►

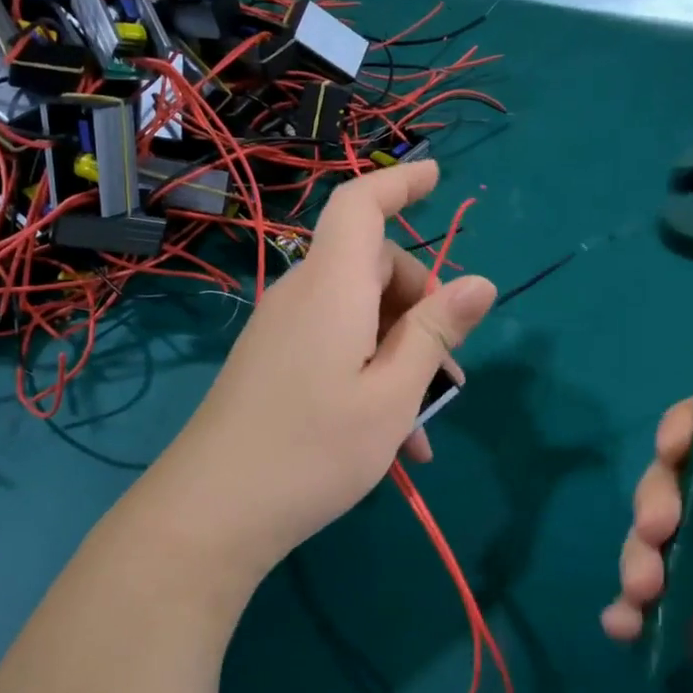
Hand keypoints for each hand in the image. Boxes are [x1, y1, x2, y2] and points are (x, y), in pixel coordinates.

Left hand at [146, 159, 494, 590]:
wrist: (211, 514)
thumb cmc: (313, 450)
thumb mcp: (392, 394)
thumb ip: (434, 332)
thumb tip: (481, 284)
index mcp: (332, 287)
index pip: (360, 205)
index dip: (399, 183)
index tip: (436, 178)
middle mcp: (303, 297)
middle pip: (372, 266)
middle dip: (420, 305)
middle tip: (450, 368)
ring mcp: (284, 331)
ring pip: (358, 315)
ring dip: (400, 353)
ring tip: (425, 422)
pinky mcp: (274, 364)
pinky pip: (335, 346)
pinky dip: (371, 374)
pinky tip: (392, 440)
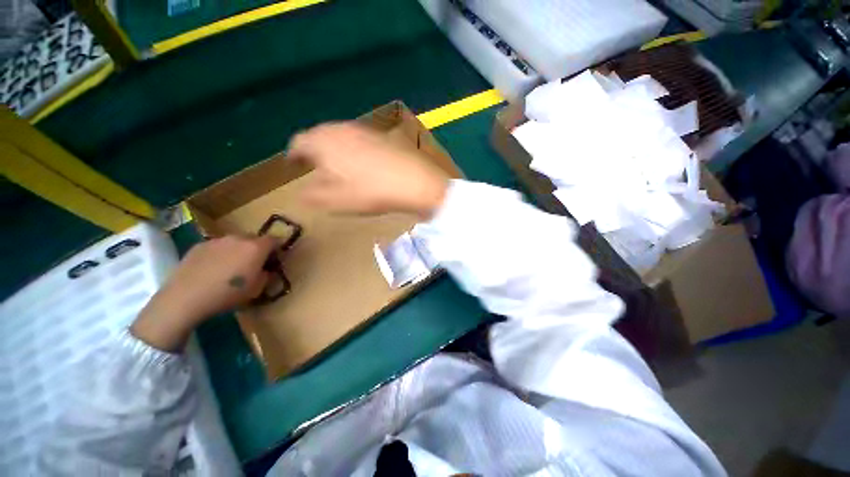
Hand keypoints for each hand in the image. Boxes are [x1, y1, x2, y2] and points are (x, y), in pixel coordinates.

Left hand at [131, 235, 278, 351]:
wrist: (185, 298)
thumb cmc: (228, 294)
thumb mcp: (257, 289)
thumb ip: (266, 275)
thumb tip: (265, 270)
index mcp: (256, 247)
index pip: (274, 240)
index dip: (276, 249)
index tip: (274, 260)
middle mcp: (238, 238)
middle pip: (254, 238)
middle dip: (257, 248)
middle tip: (252, 264)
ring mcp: (217, 240)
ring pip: (234, 242)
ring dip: (237, 250)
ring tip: (230, 268)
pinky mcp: (198, 245)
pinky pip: (217, 247)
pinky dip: (220, 254)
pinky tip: (212, 270)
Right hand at [288, 122, 448, 218]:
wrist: (414, 181)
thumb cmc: (370, 191)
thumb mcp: (335, 200)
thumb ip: (312, 196)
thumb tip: (301, 192)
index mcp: (323, 141)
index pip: (298, 142)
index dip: (294, 154)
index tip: (294, 164)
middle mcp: (341, 128)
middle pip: (319, 135)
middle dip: (315, 149)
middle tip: (315, 165)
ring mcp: (364, 129)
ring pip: (340, 135)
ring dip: (335, 148)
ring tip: (338, 164)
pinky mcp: (383, 135)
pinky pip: (360, 139)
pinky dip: (354, 148)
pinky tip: (363, 162)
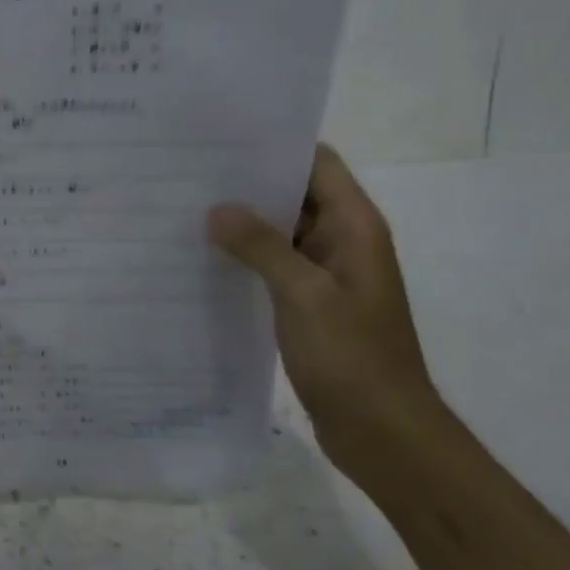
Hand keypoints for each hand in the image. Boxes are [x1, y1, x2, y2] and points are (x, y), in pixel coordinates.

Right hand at [207, 145, 446, 482]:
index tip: (222, 137)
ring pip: (280, 231)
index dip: (276, 145)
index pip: (317, 163)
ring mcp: (325, 274)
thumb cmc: (352, 357)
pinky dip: (245, 256)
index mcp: (355, 227)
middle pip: (295, 193)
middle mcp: (342, 241)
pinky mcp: (309, 303)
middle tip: (188, 171)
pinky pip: (273, 265)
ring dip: (242, 221)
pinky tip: (203, 256)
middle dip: (247, 182)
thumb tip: (217, 208)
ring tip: (185, 207)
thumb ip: (261, 246)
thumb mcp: (304, 295)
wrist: (384, 432)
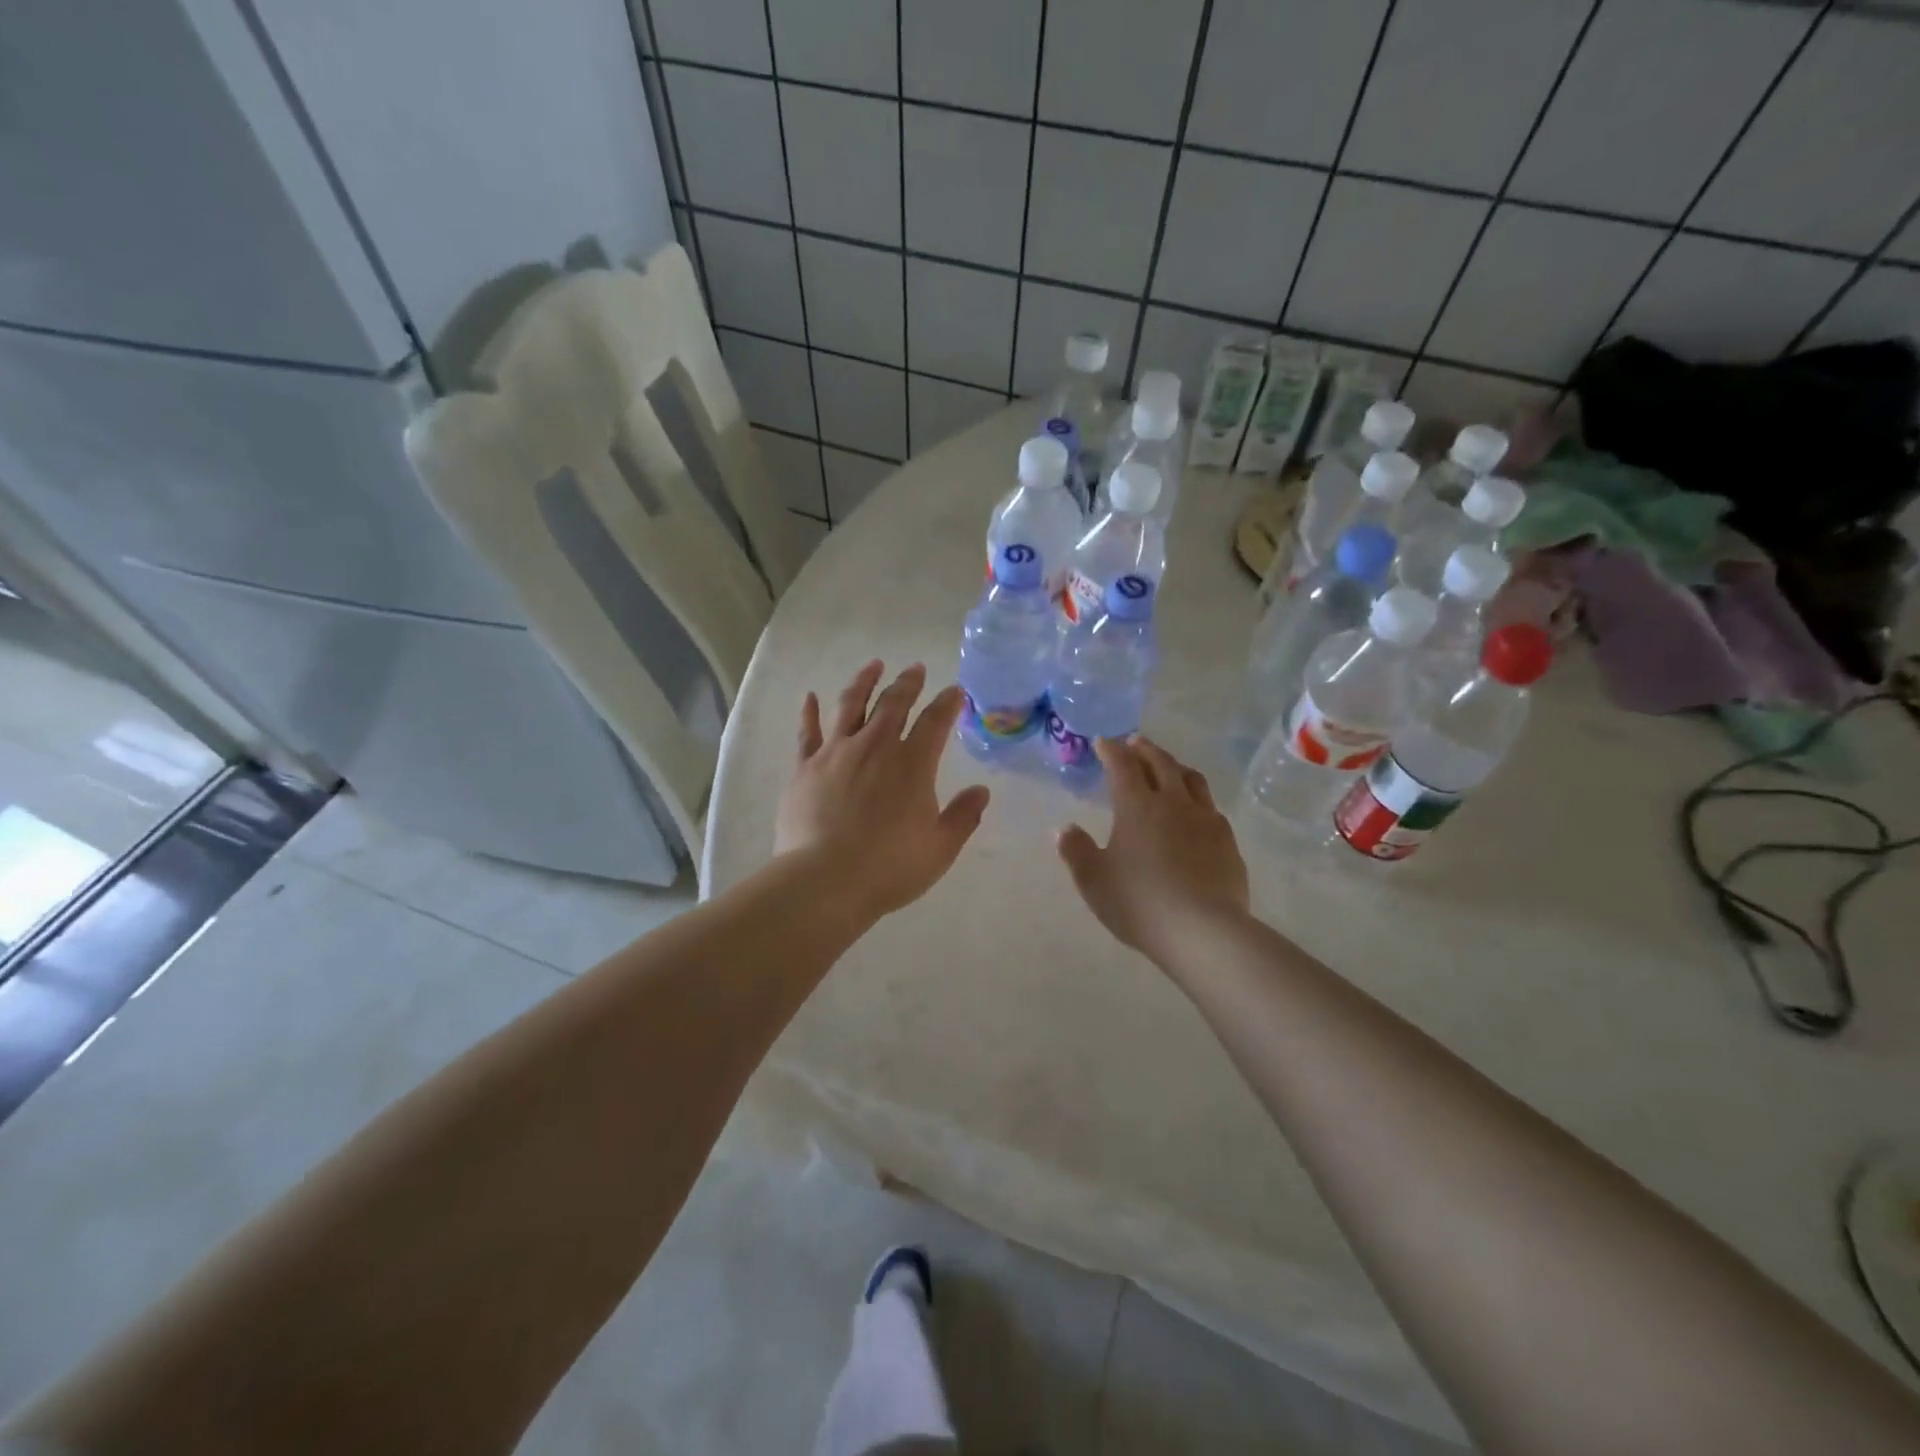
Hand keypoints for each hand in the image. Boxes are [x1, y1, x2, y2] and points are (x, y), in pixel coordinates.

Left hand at [775, 660, 990, 925]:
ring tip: (873, 665)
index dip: (948, 703)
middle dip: (908, 683)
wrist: (824, 881)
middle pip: (894, 704)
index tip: (955, 690)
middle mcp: (875, 747)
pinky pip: (808, 732)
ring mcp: (836, 753)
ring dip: (864, 682)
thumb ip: (963, 816)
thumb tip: (982, 791)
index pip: (935, 722)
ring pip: (851, 705)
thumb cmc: (889, 867)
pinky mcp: (805, 768)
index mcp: (912, 764)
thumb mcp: (939, 848)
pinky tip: (810, 697)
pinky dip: (810, 712)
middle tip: (916, 668)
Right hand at [1057, 736, 1249, 963]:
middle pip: (1161, 763)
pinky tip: (1195, 811)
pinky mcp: (1227, 842)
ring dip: (1175, 766)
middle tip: (1135, 742)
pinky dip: (1197, 798)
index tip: (1103, 742)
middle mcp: (1173, 803)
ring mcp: (1205, 820)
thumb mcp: (1094, 880)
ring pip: (1192, 780)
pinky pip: (1211, 808)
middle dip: (1145, 749)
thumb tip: (1063, 829)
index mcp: (1137, 806)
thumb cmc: (1139, 902)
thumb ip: (1076, 850)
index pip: (1122, 766)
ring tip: (1168, 766)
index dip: (1111, 751)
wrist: (1202, 930)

◄

* _WHAT YOU WILL DO_: Copy the records above exactly, leaving out every picture.

* _COMPLETED EXERCISE_:
Hand keypoints for each hand in the image. Boxes are [x1, y1, x2, y2] and points are (x, y), in pixel coordinates.

Left hand at [146, 159, 494, 590]:
wrist: (211, 514)
thumb cmc: (313, 450)
thumb mcp: (392, 394)
thumb ip: (434, 332)
thumb tip: (481, 284)
index mcp: (332, 287)
index pip: (360, 205)
index dip: (399, 183)
index tip: (436, 178)
middle mcp: (303, 297)
middle pip: (372, 266)
middle dip: (420, 305)
middle tip: (450, 368)
ring mcp: (284, 331)
ring pip: (358, 315)
ring dip: (400, 353)
ring tip: (425, 422)
pinky mcp: (274, 364)
pinky pip: (335, 346)
pinky dip: (371, 374)
pinky tip: (392, 440)
Hand keypoints for each hand in the image. Boxes are [x1, y1, x2, y2] and points are (x, y), in pixel coordinates.

Left hand at [131, 235, 278, 351]:
wrist: (185, 298)
thumb cmc: (228, 294)
thumb mcp: (257, 289)
thumb ip: (266, 275)
thumb tip: (265, 270)
index mcp: (256, 247)
index pip: (274, 240)
index dip: (276, 249)
index tip: (274, 260)
middle mcp: (238, 238)
middle pip: (254, 238)
middle dip: (257, 248)
middle tip: (252, 264)
ring mcp: (217, 240)
ring pip: (234, 242)
ring dip: (237, 250)
ring tip: (230, 268)
pinky mcp: (198, 245)
pinky pip: (217, 247)
pinky dip: (220, 254)
pinky tip: (212, 270)
Right hand at [288, 122, 448, 218]:
wrist: (414, 181)
thumb cmc: (370, 191)
thumb mcp: (335, 200)
thumb ip: (312, 196)
thumb tip: (301, 192)
index mcp: (323, 141)
index pip: (298, 142)
index dip: (294, 154)
index tip: (294, 164)
middle mcp: (341, 128)
middle pip: (319, 135)
middle dip: (315, 149)
middle tip: (315, 165)
ring mcp: (364, 129)
ring pip: (340, 135)
ring dip: (335, 148)
ring tip: (338, 164)
pinky mcp: (383, 135)
pinky pip: (360, 139)
pinky dip: (354, 148)
pinky tip: (363, 162)
Hand keypoints for each hand in the image. Boxes are [x1, y1, x2, y2] and points are (x, y), in pixel coordinates.

Right hand at [207, 145, 446, 482]:
index tip: (222, 137)
ring pip: (280, 231)
index dip: (276, 145)
index pip: (317, 163)
ring mcp: (325, 274)
thumb cmc: (352, 357)
pinky dip: (245, 256)
index mcp: (355, 227)
middle pip: (295, 193)
middle mcp: (342, 241)
pinky mcp: (309, 303)
middle tip: (188, 171)
pinky pip: (273, 265)
ring dip: (242, 221)
pinky tip: (203, 256)
middle dip: (247, 182)
thumb tip: (217, 208)
ring tip: (185, 207)
thumb ip: (261, 246)
thumb mcp: (304, 295)
wrist: (384, 432)
Hand keypoints for each hand in the image. Boxes are [x1, y1, x2, y2] and points are (x, y), in pixel coordinates.

Left hand at [775, 660, 990, 925]:
ring tip: (873, 665)
index dip: (948, 703)
middle dip: (908, 683)
wrist: (824, 881)
middle pip: (894, 704)
index tip: (955, 690)
middle mcp: (875, 747)
pinky pip: (808, 732)
ring mcp: (836, 753)
ring dip: (864, 682)
thumb ip: (963, 816)
thumb tip: (982, 791)
index pip: (935, 722)
ring pip: (851, 705)
thumb cmc: (889, 867)
pinky mcp: (805, 768)
index mcp: (912, 764)
thumb mcp: (939, 848)
pinky tip: (810, 697)
pinky dip: (810, 712)
middle tip: (916, 668)
Right hand at [1057, 736, 1249, 963]:
middle pip: (1161, 763)
pinky tip: (1195, 811)
pinky mcp: (1227, 842)
ring dip: (1175, 766)
middle tip: (1135, 742)
pinky dip: (1197, 798)
index tip: (1103, 742)
middle mcp: (1173, 803)
ring mcp: (1205, 820)
thumb mcp: (1094, 880)
ring pip: (1192, 780)
pinky pip: (1211, 808)
middle dip: (1145, 749)
thumb tip: (1063, 829)
index mcp: (1137, 806)
thumb cmc: (1139, 902)
thumb ip: (1076, 850)
index pip: (1122, 766)
ring tip: (1168, 766)
index dip: (1111, 751)
wrist: (1202, 930)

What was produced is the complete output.